Since November 25, iceberg A23a, one of the world’s largest icebergs, has been on the move again.
Formed in 1986 when it calved from the Filchner-Ronne ice shelf in the north-western part of the continent, the iceberg eventually ran aground in the Weddell Sea, where it remained still until 2020. Movements were noted at the time. Then, on November 25, the Copernicus-Sentinel-1 satellite showed it drifting north of the peninsula.
With a 3 900 square kilometers area and a 400 meters thickness, this ice giant weighs a billion tons. Driven by strong winds and currents, the iceberg moves at a speed of five kilometers a day. It should follow the currents towards the Southern Ocean by following the iceberg alley, a trajectory taken by numerous icebergs drifting from Antarctica.
The reason for this sudden drift after 37 years of immobility can certainly be explained by the iceberg’s loss of mass. “I asked a couple of colleagues about this, wondering if there was any possible change in shelf water temperatures that might have provoked it, but the consensus is the time had just come”, told recently Dr. Andrew Fleming of the British Antarctic Survey to the BBC. Nailed to the bottom of the Weddell Sea since 1986, the iceberg has probably melted, diminishing in size and losing its grip on the sea floor.
When it was still attached to the Filchner-Ronne ice barrier, the A23a was home to a research station, Druzhnaya I. Built in 1975, this Sovietic scientific base was evacuated in 1987 when the iceberg began to calve from the ice shelf. Relocated near Cape Norvegia, on the northeast coast of the continent in Queen Maud Land, the station is now called Druzhnaya III.
A possible drift towards South Georgia
Presently, the biggest concern is that the iceberg might drift towards South Georgia and run aground on its shores. Such a scenario could seriously disturb the millions of animals – seals, penguins and seabirds – that feed in the waters surrounding the island.
Another possible scenario is a drift towards South Africa, which would represent less disturbance for wildlife but not for ships, if A23a were to use maritime routes.
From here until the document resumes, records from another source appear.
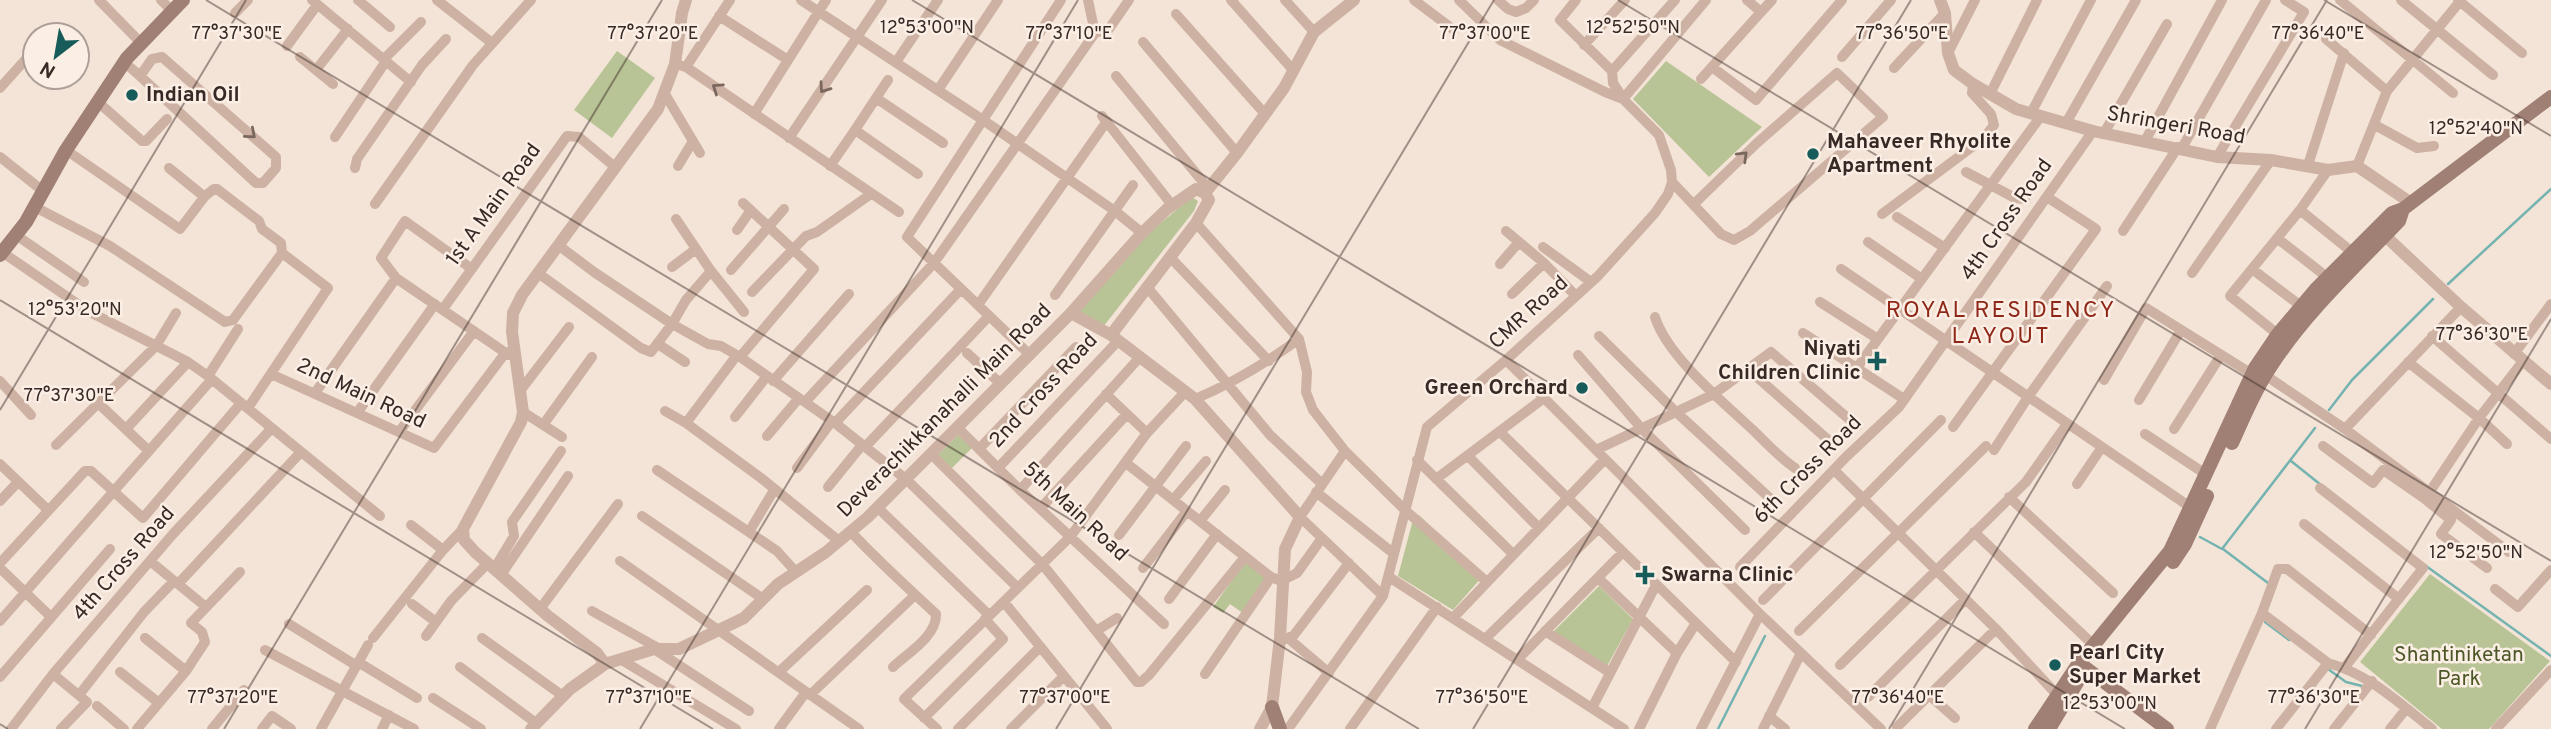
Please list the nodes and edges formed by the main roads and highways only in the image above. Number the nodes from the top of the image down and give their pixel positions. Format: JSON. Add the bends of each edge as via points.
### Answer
{"nodes":[{"id":1,"x":183,"y":0,"type":"edge"},
{"id":2,"x":2551,"y":97,"type":"edge"},
{"id":3,"x":2381,"y":232,"type":"junction"},
{"id":4,"x":1,"y":253,"type":"edge"},
{"id":5,"x":2332,"y":281,"type":"junction"},
{"id":6,"x":2283,"y":338,"type":"junction"},
{"id":7,"x":2259,"y":375,"type":"junction"},
{"id":8,"x":2195,"y":511,"type":"junction"},
{"id":9,"x":2089,"y":658,"type":"junction"},
{"id":10,"x":2061,"y":699,"type":"junction"},
{"id":11,"x":1271,"y":729,"type":"edge"},
{"id":12,"x":1280,"y":729,"type":"edge"},
{"id":13,"x":2035,"y":729,"type":"edge"},
{"id":14,"x":2049,"y":729,"type":"edge"},
{"id":15,"x":2167,"y":729,"type":"edge"}],
"edges":[{"from":1,"to":4,"type":"main road","via":[[126,60],[66,150],[35,207]]},
{"from":2,"to":3,"type":"main road","via":[[2407,206],[2399,221]]},
{"from":3,"to":5,"type":"main road"},
{"from":3,"to":5,"type":"main road","via":[[2352,252]]},
{"from":5,"to":6,"type":"main road"},
{"from":5,"to":6,"type":"main road","via":[[2301,306]]},
{"from":6,"to":7,"type":"main road"},
{"from":7,"to":8,"type":"main road"},
{"from":7,"to":8,"type":"main road","via":[[2207,475]]},
{"from":8,"to":9,"type":"main road","via":[[2142,592]]},
{"from":9,"to":10,"type":"main road"},
{"from":9,"to":15,"type":"main road","via":[[2128,692],[2130,702]]},
{"from":10,"to":13,"type":"main road"},
{"from":10,"to":14,"type":"main road"},
{"from":11,"to":12,"type":"main road","via":[[1272,707]]}]}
However, even if presently a concern, it is possible that our A23a could meet the same fate as the A68. Itself detached from Larsen C, this 5 800 km2 iceberg had initiated a drift towards South Georgia, raising fears of the worst. Finally, the iceberg broke into smaller chunks before reaching the edge of the island, releasing in its melt a quantity of fresh water equivalent to the volume of water contained in Loch Ness. A discharge that can disrupt ocean currents.
It is therefore likely that the A23a iceberg will suffer the same fate. For the time being, however, he remains under close monitoring.
With global warming, we’re likely to see even more huge icebergs breaking off and drifting away in the future. While such phenomena provide spectacular images, they are of particular interest to scientists, as they provide information on climate and the consequences of global warming in the polar regions.